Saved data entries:

+--

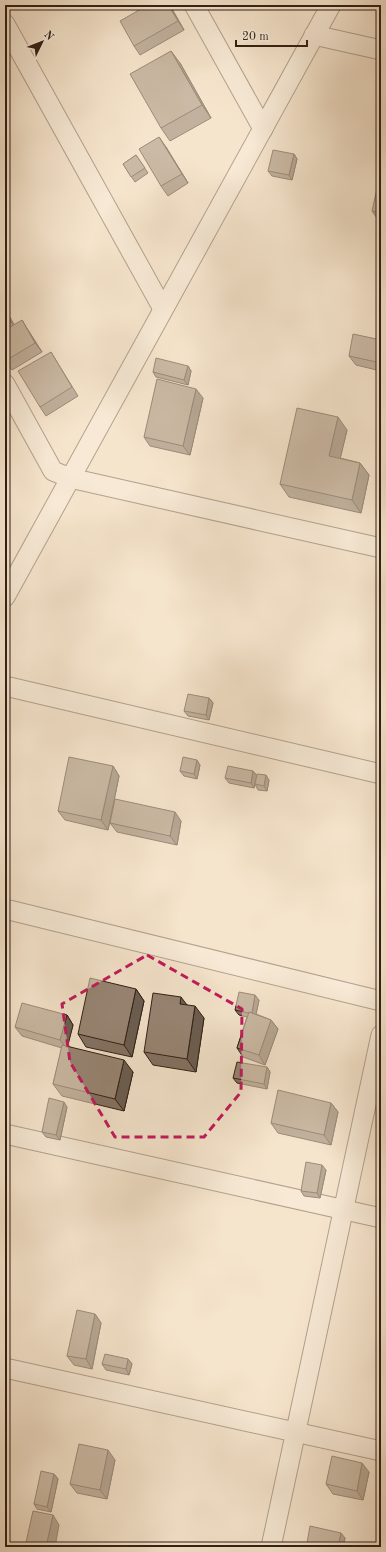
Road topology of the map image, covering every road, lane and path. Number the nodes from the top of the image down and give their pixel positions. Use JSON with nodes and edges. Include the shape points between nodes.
{"nodes":[{"id":1,"x":194,"y":5,"type":"edge"},
{"id":2,"x":331,"y":5,"type":"edge"},
{"id":3,"x":5,"y":24,"type":"edge"},
{"id":4,"x":314,"y":35,"type":"junction"},
{"id":5,"x":381,"y":50,"type":"edge"},
{"id":6,"x":263,"y":129,"type":"junction"},
{"id":7,"x":163,"y":309,"type":"junction"},
{"id":8,"x":5,"y":384,"type":"edge"},
{"id":9,"x":70,"y":478,"type":"junction"},
{"id":10,"x":381,"y":548,"type":"edge"},
{"id":11,"x":5,"y":596,"type":"edge"},
{"id":12,"x":5,"y":686,"type":"edge"},
{"id":13,"x":381,"y":774,"type":"edge"},
{"id":14,"x":5,"y":909,"type":"edge"},
{"id":15,"x":381,"y":1001,"type":"edge"},
{"id":16,"x":381,"y":1035,"type":"edge"},
{"id":17,"x":5,"y":1134,"type":"edge"},
{"id":18,"x":344,"y":1210,"type":"junction"},
{"id":19,"x":381,"y":1218,"type":"edge"},
{"id":20,"x":5,"y":1368,"type":"edge"},
{"id":21,"x":296,"y":1432,"type":"junction"},
{"id":22,"x":381,"y":1451,"type":"edge"},
{"id":23,"x":271,"y":1547,"type":"edge"}],
"edges":[{"from":1,"to":6,"type":"street"},
{"from":2,"to":4,"type":"street"},
{"from":3,"to":7,"type":"street"},
{"from":4,"to":5,"type":"street"},
{"from":4,"to":6,"type":"street"},
{"from":6,"to":7,"type":"street"},
{"from":7,"to":9,"type":"street"},
{"from":8,"to":9,"type":"street","via":[[53,471]]},
{"from":9,"to":10,"type":"street"},
{"from":9,"to":11,"type":"street"},
{"from":12,"to":13,"type":"street"},
{"from":14,"to":15,"type":"street"},
{"from":16,"to":18,"type":"street"},
{"from":17,"to":18,"type":"street"},
{"from":18,"to":19,"type":"street"},
{"from":18,"to":21,"type":"street"},
{"from":20,"to":21,"type":"street"},
{"from":21,"to":22,"type":"street"},
{"from":21,"to":23,"type":"street"}]}
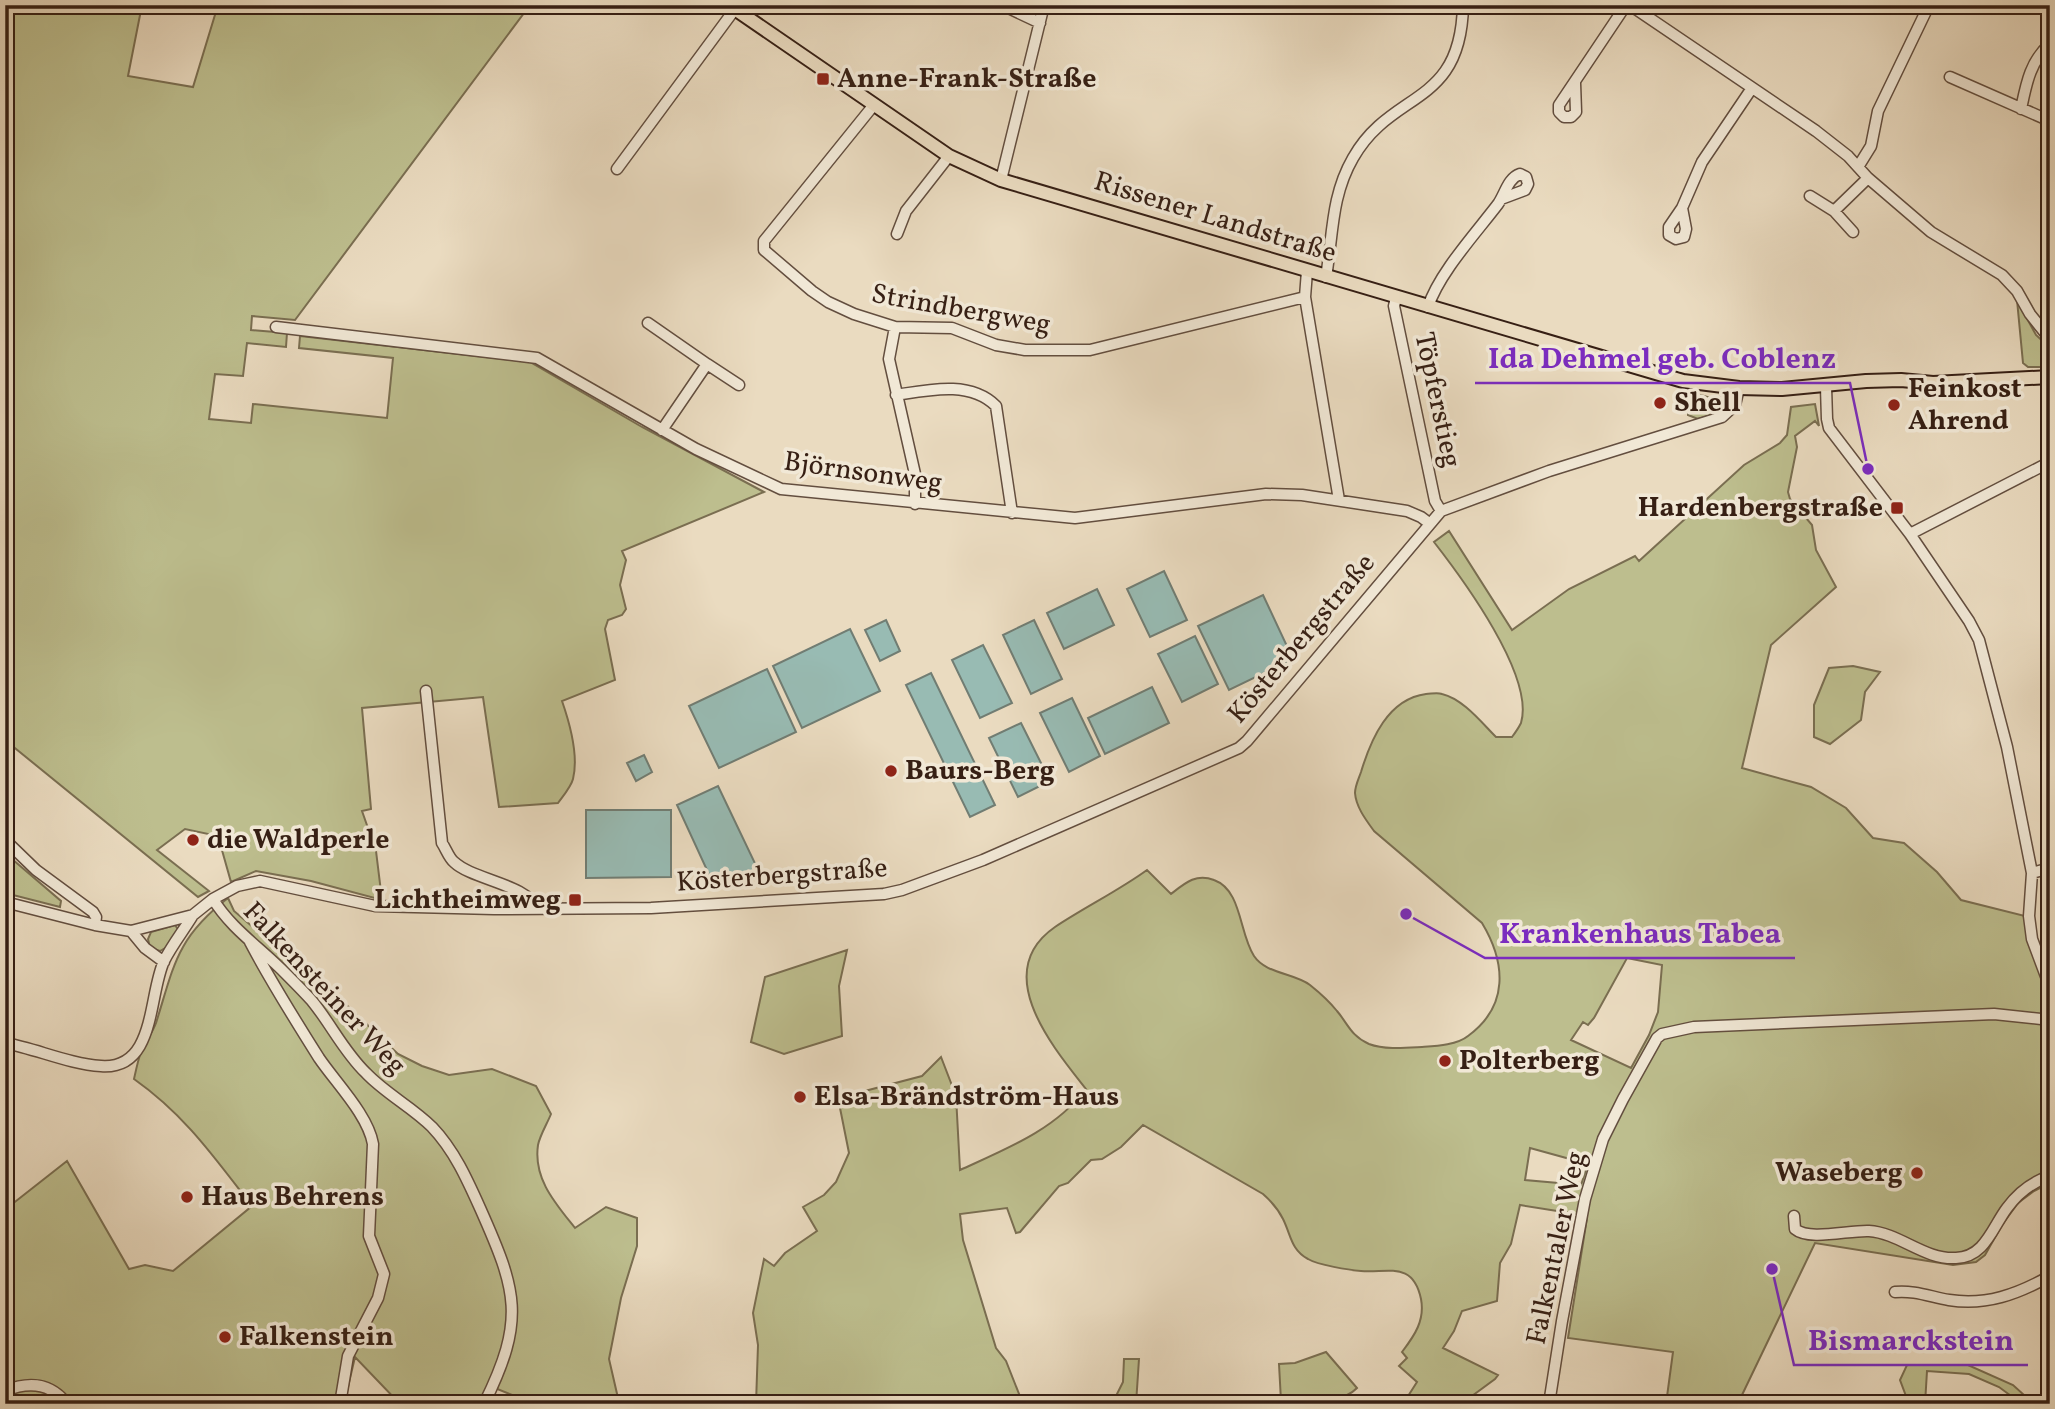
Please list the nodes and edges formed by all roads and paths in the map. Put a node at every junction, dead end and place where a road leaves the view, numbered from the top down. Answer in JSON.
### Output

+--

Across all the lines above, repeat the wording exactly and omit the pictures.

Road topology of the map image, covering every road, lane and path. Number the nodes from the top of the image down and give their pixel positions. Use JSON with nodes and edges. Include the shape points between nodes.
{"nodes":[{"id":1,"x":194,"y":5,"type":"edge"},
{"id":2,"x":331,"y":5,"type":"edge"},
{"id":3,"x":5,"y":24,"type":"edge"},
{"id":4,"x":314,"y":35,"type":"junction"},
{"id":5,"x":381,"y":50,"type":"edge"},
{"id":6,"x":263,"y":129,"type":"junction"},
{"id":7,"x":163,"y":309,"type":"junction"},
{"id":8,"x":5,"y":384,"type":"edge"},
{"id":9,"x":70,"y":478,"type":"junction"},
{"id":10,"x":381,"y":548,"type":"edge"},
{"id":11,"x":5,"y":596,"type":"edge"},
{"id":12,"x":5,"y":686,"type":"edge"},
{"id":13,"x":381,"y":774,"type":"edge"},
{"id":14,"x":5,"y":909,"type":"edge"},
{"id":15,"x":381,"y":1001,"type":"edge"},
{"id":16,"x":381,"y":1035,"type":"edge"},
{"id":17,"x":5,"y":1134,"type":"edge"},
{"id":18,"x":344,"y":1210,"type":"junction"},
{"id":19,"x":381,"y":1218,"type":"edge"},
{"id":20,"x":5,"y":1368,"type":"edge"},
{"id":21,"x":296,"y":1432,"type":"junction"},
{"id":22,"x":381,"y":1451,"type":"edge"},
{"id":23,"x":271,"y":1547,"type":"edge"}],
"edges":[{"from":1,"to":6,"type":"street"},
{"from":2,"to":4,"type":"street"},
{"from":3,"to":7,"type":"street"},
{"from":4,"to":5,"type":"street"},
{"from":4,"to":6,"type":"street"},
{"from":6,"to":7,"type":"street"},
{"from":7,"to":9,"type":"street"},
{"from":8,"to":9,"type":"street","via":[[53,471]]},
{"from":9,"to":10,"type":"street"},
{"from":9,"to":11,"type":"street"},
{"from":12,"to":13,"type":"street"},
{"from":14,"to":15,"type":"street"},
{"from":16,"to":18,"type":"street"},
{"from":17,"to":18,"type":"street"},
{"from":18,"to":19,"type":"street"},
{"from":18,"to":21,"type":"street"},
{"from":20,"to":21,"type":"street"},
{"from":21,"to":22,"type":"street"},
{"from":21,"to":23,"type":"street"}]}
Please list the nodes and edges formed by all roads and paths in the map. Put a node at every junction, dead end and place where a road leaves the view, numbered from the top down. Answer in JSON.
### Output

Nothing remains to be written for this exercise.